DATA FOR THIS TASK:
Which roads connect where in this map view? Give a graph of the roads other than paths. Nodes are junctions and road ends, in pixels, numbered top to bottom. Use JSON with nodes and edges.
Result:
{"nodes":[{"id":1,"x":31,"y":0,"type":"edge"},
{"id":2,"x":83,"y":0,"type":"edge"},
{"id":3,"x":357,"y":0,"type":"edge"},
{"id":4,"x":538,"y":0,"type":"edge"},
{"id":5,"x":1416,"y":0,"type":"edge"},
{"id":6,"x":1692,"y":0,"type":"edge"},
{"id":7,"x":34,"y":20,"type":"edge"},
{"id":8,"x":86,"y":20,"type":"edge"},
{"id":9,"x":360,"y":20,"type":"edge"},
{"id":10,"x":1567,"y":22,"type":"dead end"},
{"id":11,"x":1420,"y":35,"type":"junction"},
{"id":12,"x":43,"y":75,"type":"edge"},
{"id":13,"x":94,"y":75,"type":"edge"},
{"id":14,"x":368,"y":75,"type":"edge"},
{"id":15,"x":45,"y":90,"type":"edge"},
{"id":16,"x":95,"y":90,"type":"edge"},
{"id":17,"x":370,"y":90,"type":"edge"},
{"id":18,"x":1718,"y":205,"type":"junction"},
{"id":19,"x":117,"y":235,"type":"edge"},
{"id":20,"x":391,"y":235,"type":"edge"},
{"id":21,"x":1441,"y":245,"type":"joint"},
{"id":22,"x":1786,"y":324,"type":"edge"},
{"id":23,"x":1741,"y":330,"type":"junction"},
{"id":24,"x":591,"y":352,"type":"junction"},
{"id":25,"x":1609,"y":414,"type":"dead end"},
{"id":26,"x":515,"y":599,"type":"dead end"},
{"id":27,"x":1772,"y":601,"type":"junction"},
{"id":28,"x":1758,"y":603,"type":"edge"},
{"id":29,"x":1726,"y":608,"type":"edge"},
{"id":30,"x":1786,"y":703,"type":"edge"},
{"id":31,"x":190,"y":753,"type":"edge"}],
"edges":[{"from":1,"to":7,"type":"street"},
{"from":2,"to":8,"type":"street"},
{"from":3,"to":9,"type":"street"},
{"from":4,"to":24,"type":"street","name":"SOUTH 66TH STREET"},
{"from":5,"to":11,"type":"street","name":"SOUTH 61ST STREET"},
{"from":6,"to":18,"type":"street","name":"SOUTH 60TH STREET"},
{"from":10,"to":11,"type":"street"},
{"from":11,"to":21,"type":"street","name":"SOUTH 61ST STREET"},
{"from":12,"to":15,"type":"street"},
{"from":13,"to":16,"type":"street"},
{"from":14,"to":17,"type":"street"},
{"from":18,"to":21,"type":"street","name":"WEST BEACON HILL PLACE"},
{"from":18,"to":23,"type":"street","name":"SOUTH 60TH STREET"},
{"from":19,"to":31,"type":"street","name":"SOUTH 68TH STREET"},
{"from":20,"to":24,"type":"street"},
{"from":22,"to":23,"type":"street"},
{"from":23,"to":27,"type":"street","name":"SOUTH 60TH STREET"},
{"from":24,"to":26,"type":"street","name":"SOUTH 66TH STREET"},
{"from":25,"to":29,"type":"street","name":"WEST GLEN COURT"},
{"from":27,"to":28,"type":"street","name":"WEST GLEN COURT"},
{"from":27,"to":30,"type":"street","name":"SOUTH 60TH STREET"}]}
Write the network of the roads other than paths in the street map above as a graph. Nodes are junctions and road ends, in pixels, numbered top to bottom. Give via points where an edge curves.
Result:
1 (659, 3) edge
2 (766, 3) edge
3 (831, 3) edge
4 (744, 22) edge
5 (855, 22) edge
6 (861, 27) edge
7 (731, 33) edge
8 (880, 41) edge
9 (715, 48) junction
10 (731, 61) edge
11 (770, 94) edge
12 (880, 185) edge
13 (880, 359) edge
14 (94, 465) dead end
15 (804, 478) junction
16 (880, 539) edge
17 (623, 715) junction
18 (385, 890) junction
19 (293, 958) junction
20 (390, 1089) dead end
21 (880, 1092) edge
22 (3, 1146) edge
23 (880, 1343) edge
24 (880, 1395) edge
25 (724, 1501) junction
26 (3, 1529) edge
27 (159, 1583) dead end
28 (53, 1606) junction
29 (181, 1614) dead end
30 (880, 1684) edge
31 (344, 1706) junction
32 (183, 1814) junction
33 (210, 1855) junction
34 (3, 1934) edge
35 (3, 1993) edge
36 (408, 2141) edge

THE TASK: Write out each line above with the word "paths".

ANSWER FOR THE TASK:
Which roads connect where in this map view? Give a graph of the roads other than paths. Nodes are junctions and road ends, in pixels, numbered top to bottom. Use JSON with nodes and edges.
Write the network of the roads other than paths in the street map above as a graph. Nodes are junctions and road ends, in pixels, numbered top to bottom. Give via points where an edge curves.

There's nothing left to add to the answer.